Erik se asustó visiblemente y exclamó:

—¡Thorne, tus dedos! ¡Has perdido dos dedos!

Thorne, completamente tranquilo, respondió sin inmutarse:

—No te preocupes, Erik. Me volverán a salir.

Elizabeth, que estaba sentada cerca y había oído la conversación, se quedó perpleja y miró a Thorne con incredulidad.

—¿Qué quieres decir con que te volverán a salir? —preguntó, su voz llena de sorpresa.

Thorne frunció el ceño, algo confundido por su reacción.

—¿A ustedes no les vuelven a salir las extremidades que pierden? —preguntó.

Elizabeth negó con la cabeza, aún asombrada.

—No, Thorne. No nos vuelven a salir. Cuando perdemos un dedo, un brazo o una pierna, no vuelven a crecer.

Thorne se quedó pensativo por un momento, procesando esta nueva información. Luego, con un tono casual, explicó:

—Bueno, a mí me volverán a salir en unos 10 minutos minutos. Regenerar un brazo o una pierna puede tomarme unos 20 o 30.

Todos en el carruaje, incluidos Erik, Elizabeth, Maris y los recién liberados, quedaron boquiabiertos. La noticia de la capacidad de Thorne para regenerar extremidades les dejó perplejos.

Maris, con una mezcla de asombro y humor, comentó:

—Vaya, Thorne, podrías habérnoslo dicho antes. Nos habrías ahorrado muchos sustos.

Elizabeth no pudo evitar reírse ante el comentario de Maris, aliviando un poco la tensión en el aire.

—Sí, Thorne —dijo Elizabeth con una sonrisa—. Habríamos estado menos preocupados por ti en las batallas si hubiéramos sabido que podías regenerar partes del cuerpo.

Thorne, con su habitual seriedad, se encogió de hombros.

—No pensé que fuera algo importante de mencionar —dijo, casi con indiferencia.

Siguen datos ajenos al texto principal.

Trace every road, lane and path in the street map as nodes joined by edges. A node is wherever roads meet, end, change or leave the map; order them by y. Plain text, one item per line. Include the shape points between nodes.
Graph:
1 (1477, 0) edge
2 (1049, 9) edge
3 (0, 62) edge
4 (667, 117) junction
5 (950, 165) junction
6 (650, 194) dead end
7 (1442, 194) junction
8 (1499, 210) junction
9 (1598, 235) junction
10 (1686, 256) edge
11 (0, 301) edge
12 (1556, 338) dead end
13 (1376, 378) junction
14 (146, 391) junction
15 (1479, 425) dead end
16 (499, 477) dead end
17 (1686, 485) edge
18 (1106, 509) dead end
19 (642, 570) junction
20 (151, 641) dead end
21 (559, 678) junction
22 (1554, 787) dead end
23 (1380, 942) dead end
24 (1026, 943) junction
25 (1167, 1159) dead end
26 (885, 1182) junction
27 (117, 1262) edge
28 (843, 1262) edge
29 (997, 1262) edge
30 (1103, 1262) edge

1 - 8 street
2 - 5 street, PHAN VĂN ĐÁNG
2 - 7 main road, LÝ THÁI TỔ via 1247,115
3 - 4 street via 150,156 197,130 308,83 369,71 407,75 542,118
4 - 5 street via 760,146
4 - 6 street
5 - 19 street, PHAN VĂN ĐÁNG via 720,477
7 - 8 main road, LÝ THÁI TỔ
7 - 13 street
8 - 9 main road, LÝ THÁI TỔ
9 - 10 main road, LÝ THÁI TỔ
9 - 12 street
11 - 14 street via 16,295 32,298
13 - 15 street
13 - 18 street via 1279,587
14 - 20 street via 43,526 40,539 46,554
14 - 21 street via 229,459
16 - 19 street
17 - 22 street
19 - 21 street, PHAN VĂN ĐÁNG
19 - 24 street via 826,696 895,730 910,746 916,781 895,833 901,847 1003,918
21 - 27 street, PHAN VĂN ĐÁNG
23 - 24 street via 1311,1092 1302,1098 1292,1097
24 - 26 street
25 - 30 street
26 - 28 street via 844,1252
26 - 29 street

Erik, tratando de bromear a pesar de su debilidad, añadió:

—Bueno, al menos ahora sabemos que si te pierdes algún dedo más, no tenemos que buscarlo por el campo de batalla.

Las risas se esparcieron entre los pasajeros del carruaje, aliviando un poco la tensión acumulada. La capacidad de Thorne para regenerarse era un consuelo inesperado, un recordatorio de su naturaleza extraordinaria.

El sol ya se había puesto cuando el grupo finalmente llegó al palacio. Las torres y muros de piedra del castillo se erguían majestuosas, bañadas por la luz de las antorchas. Thorne, Maris, Elizabeth, Erik, las seis mujeres liberadas y los dos niños cruzaron las puertas principales bajo la mirada atónita del rey.

El rey, al ver a sus amadas hijas Maris y Elizabeth sanas y salvas, aunque visiblemente golpeadas, sintió una ola de alivio y gratitud. Aunque Maris no era su hija biológica, él la quería como si lo fuera. Al ver también a Erik muy herido, y a las seis mujeres y dos niños, su sorpresa fue evidente.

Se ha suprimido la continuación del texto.